Yayoi Kusama: Life Is The Heart Of A Rainbow closed on Sunday after a successful run, where visitors formed long queues to see the 88-year-old's works and posted furiously about them on social media.
It outpaced notable local art exhibitions such as Chinese master Wu Guanzhong's Donation Collection, which drew close to 220,000 visitors to the Singapore Art Museum in 2009. Other exhibitions that proved crowd magnets include the ArtScience Museum's Titanic: The Artifact Exhibition, which drew more than 286,000 visitors in 2012.
On the last three days of the Kusama exhibition, the gallery, opened in 2015, extended its operating hours to take in the crowds.

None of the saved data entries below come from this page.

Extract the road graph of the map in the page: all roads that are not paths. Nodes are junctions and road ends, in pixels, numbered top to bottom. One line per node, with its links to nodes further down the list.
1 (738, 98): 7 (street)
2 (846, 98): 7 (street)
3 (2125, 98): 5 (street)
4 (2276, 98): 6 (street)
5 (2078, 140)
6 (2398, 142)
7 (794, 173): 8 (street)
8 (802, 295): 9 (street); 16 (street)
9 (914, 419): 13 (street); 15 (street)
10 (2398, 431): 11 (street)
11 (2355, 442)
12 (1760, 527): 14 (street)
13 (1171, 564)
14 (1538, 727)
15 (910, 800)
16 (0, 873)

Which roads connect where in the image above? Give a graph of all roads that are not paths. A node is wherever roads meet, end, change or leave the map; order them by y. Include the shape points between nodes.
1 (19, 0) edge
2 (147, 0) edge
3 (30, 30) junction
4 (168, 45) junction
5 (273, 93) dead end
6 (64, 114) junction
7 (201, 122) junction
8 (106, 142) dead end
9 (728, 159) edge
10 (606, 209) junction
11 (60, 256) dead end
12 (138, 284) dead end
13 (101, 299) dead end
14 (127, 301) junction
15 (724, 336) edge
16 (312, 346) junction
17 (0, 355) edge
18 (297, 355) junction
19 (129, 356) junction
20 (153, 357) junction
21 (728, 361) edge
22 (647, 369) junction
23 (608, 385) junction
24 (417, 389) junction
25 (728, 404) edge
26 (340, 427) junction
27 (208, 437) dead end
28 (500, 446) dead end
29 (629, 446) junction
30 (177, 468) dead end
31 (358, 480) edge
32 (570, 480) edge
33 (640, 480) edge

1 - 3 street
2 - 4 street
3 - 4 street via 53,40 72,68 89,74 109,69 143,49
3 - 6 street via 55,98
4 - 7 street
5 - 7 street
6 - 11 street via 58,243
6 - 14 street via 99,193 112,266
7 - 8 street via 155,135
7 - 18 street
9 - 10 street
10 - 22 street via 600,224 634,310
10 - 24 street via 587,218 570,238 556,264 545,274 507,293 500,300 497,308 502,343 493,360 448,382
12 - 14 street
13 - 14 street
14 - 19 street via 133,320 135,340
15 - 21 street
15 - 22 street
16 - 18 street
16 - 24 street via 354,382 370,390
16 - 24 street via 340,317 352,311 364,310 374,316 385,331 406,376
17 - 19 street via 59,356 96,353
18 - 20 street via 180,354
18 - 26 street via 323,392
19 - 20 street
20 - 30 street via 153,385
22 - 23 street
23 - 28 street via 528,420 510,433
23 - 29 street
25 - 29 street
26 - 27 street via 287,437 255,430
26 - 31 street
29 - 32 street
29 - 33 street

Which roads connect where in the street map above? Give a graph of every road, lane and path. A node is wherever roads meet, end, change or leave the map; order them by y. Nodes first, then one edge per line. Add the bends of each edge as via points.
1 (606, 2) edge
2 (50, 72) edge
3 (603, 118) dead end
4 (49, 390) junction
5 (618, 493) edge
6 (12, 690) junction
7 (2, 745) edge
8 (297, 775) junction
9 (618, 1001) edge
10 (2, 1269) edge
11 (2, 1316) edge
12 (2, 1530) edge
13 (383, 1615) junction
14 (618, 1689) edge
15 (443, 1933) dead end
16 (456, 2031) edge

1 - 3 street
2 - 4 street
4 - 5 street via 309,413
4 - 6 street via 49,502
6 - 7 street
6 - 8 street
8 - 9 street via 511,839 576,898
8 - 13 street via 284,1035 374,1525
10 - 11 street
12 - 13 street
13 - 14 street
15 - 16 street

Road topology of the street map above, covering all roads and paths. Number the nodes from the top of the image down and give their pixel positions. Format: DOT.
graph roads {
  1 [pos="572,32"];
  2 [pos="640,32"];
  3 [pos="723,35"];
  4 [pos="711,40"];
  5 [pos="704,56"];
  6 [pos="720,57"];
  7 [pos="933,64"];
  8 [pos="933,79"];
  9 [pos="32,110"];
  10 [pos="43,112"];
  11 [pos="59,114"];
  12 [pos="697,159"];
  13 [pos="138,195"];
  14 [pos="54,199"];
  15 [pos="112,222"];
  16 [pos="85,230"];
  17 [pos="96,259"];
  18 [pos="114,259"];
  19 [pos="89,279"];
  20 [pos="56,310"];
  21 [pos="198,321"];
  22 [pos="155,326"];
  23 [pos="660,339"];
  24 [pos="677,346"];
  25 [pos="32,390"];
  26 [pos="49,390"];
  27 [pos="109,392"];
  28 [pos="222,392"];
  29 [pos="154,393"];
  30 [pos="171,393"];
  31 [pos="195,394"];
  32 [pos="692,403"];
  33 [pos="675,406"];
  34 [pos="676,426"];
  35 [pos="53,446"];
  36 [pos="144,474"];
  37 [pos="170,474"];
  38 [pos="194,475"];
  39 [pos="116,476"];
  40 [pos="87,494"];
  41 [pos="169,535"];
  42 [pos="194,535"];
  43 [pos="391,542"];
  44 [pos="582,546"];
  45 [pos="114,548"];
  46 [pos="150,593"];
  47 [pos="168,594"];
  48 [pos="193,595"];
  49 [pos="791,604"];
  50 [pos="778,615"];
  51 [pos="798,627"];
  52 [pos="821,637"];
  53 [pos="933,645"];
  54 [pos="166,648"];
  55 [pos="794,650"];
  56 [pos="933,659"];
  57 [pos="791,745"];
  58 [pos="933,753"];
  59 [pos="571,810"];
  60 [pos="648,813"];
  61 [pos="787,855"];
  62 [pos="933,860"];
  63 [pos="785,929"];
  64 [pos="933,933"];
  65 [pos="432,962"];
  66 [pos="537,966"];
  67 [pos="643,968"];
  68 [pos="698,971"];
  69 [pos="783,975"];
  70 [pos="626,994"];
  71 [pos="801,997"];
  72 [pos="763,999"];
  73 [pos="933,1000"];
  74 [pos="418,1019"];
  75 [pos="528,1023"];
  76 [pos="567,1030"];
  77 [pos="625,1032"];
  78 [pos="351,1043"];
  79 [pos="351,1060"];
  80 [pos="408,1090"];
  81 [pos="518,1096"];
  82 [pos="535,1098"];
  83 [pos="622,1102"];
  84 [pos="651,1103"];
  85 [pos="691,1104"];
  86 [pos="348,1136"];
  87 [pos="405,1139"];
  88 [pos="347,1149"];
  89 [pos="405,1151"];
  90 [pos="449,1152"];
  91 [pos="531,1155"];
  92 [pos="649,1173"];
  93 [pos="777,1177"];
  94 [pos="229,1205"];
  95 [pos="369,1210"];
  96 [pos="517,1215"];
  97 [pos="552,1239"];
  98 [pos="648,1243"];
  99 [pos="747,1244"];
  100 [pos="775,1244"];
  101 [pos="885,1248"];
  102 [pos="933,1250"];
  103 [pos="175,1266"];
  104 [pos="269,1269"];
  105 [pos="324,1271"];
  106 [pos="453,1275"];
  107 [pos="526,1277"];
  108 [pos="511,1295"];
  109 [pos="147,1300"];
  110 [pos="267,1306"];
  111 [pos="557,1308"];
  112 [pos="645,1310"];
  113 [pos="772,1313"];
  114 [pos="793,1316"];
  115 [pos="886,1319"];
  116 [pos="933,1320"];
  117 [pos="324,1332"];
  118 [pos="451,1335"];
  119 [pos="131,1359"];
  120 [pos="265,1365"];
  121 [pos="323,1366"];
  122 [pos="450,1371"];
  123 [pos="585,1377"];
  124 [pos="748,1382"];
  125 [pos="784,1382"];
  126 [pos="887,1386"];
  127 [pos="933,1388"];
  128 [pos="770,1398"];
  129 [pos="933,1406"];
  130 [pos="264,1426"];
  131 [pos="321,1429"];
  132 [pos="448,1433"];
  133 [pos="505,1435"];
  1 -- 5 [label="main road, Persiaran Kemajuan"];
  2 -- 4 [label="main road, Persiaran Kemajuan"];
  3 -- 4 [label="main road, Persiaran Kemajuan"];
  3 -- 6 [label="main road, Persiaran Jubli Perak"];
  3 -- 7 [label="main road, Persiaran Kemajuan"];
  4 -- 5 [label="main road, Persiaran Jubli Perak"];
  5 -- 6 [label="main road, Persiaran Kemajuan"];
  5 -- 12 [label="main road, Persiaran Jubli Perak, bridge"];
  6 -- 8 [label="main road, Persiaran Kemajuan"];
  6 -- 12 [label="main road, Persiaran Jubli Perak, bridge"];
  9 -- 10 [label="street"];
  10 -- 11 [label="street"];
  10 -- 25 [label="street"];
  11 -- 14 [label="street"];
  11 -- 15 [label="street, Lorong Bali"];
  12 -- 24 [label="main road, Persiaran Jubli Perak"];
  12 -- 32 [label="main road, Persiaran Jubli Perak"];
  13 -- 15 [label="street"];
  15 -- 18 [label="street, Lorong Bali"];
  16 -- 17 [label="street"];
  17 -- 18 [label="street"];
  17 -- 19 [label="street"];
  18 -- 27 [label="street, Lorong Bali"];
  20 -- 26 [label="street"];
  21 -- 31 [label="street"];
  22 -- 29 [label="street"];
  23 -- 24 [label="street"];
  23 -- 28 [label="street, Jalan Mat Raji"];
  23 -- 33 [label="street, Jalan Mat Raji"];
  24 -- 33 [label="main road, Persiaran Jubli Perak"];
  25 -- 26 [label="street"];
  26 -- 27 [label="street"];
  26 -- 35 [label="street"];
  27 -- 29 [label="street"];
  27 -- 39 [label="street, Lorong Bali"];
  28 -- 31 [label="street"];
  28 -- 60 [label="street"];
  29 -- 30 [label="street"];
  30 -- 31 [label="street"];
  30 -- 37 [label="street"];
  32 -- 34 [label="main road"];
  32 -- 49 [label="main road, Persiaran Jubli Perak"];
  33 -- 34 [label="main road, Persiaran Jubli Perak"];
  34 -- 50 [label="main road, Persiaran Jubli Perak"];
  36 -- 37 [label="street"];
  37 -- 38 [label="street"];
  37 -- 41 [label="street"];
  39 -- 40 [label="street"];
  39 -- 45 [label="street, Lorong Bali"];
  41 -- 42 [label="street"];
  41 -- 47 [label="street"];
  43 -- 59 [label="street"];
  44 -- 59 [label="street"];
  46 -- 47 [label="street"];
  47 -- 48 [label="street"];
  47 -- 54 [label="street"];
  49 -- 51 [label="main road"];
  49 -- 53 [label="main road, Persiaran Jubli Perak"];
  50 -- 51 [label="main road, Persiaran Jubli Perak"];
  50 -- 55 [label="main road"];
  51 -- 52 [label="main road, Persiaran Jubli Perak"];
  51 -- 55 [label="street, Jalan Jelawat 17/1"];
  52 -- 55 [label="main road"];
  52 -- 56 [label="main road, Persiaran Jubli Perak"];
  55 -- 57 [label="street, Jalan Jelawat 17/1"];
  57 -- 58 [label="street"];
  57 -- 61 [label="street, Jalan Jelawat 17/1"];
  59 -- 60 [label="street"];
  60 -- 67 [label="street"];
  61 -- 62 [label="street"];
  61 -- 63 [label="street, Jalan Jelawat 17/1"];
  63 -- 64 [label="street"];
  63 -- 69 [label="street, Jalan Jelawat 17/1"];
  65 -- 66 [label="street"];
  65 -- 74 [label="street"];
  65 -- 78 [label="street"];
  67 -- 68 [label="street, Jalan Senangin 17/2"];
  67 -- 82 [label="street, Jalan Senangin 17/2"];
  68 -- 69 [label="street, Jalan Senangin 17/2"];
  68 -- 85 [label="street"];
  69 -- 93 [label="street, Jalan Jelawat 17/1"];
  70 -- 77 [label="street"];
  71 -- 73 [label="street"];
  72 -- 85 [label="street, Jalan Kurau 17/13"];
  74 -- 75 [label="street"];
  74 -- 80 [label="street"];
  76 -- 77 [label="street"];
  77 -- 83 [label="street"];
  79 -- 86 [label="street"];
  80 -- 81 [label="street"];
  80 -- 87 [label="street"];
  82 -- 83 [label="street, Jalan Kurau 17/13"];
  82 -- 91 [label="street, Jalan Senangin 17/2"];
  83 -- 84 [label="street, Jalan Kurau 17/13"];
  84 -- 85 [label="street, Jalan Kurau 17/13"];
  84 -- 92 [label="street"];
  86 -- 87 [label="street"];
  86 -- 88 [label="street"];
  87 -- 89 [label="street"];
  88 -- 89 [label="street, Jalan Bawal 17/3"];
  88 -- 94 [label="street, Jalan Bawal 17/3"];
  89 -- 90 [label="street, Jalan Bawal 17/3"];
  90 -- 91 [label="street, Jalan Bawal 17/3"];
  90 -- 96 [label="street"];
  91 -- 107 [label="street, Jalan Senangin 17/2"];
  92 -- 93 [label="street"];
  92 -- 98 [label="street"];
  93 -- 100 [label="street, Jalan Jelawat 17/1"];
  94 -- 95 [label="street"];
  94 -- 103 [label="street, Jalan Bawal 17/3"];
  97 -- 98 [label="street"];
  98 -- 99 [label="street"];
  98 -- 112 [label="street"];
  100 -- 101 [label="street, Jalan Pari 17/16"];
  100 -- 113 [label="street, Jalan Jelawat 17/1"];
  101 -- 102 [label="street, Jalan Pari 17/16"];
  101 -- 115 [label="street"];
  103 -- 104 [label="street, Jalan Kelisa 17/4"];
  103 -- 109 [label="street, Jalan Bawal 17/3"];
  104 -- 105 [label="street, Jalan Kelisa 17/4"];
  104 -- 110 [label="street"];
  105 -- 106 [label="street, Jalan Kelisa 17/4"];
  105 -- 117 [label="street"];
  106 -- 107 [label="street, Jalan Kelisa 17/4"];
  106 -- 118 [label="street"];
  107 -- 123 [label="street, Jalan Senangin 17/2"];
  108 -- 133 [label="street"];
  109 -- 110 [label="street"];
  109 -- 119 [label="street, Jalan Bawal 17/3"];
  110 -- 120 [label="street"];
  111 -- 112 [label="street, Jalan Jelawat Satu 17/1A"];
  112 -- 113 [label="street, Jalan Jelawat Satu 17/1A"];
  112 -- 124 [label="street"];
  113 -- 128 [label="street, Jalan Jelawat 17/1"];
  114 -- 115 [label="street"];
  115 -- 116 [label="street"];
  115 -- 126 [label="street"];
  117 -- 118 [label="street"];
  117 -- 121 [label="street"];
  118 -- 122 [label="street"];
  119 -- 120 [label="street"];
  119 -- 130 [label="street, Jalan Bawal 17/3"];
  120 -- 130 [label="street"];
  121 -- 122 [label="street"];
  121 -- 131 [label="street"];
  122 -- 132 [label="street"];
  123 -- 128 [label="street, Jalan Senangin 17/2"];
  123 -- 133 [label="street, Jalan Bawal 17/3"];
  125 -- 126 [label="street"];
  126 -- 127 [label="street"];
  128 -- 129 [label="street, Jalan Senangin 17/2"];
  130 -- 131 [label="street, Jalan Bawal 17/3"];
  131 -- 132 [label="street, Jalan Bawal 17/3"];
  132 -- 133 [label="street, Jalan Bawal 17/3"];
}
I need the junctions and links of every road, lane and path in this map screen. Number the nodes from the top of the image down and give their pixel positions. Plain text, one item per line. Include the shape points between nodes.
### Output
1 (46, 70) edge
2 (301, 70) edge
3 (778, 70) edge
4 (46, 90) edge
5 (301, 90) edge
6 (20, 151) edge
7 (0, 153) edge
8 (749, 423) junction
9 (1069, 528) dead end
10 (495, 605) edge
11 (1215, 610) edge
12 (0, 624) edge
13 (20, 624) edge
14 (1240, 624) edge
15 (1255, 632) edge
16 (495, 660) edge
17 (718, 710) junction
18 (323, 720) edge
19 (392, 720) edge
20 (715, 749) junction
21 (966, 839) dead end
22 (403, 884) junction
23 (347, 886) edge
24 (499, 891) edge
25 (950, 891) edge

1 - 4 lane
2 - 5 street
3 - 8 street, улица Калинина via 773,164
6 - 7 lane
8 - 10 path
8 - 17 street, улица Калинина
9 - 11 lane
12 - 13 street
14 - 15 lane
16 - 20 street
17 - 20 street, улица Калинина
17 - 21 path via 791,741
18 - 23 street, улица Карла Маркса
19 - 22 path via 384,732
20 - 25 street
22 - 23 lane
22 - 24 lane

Gallery director Eugene Tan said: "We are encouraged to see the overwhelming response to this exhibition. It is an important mission of the gallery to make the arts more accessible, to engage new audiences through art and to further the understanding of art among our public.
"Through this exhibition, we hope that audiences in Singapore and South-east Asia have gained a new appreciation of an artist whose works transcend geographical boundaries and generations."
Open since June 9, the exhibition was Kusama's first major museum show in South-east Asia, showcasing more than 120 artworks from the 1950s until the present in 2,000 sq m of gallery space.
It featured some of Kusama's signature works, including her dotted pumpkins, infinity nets and mirrored rooms, and was also the first exhibition in the world to display some new soft sculptures and paintings from her My Eternal Soul Series out of her studio in Tokyo.
Entry to the exhibition cost $15 for Singaporeans and permanent residents, and $25 for non-Singaporeans. The exhibition, a collaboration between National Gallery Singapore and Queensland Art Gallery and Gallery of Modern Art (Qagoma), will travel to Qagoma in Brisbane in November.
Kusama is among the most influential artists today. Her signature use of dots stems from the chronic hallucinations she experiences due to her battle with mental illness.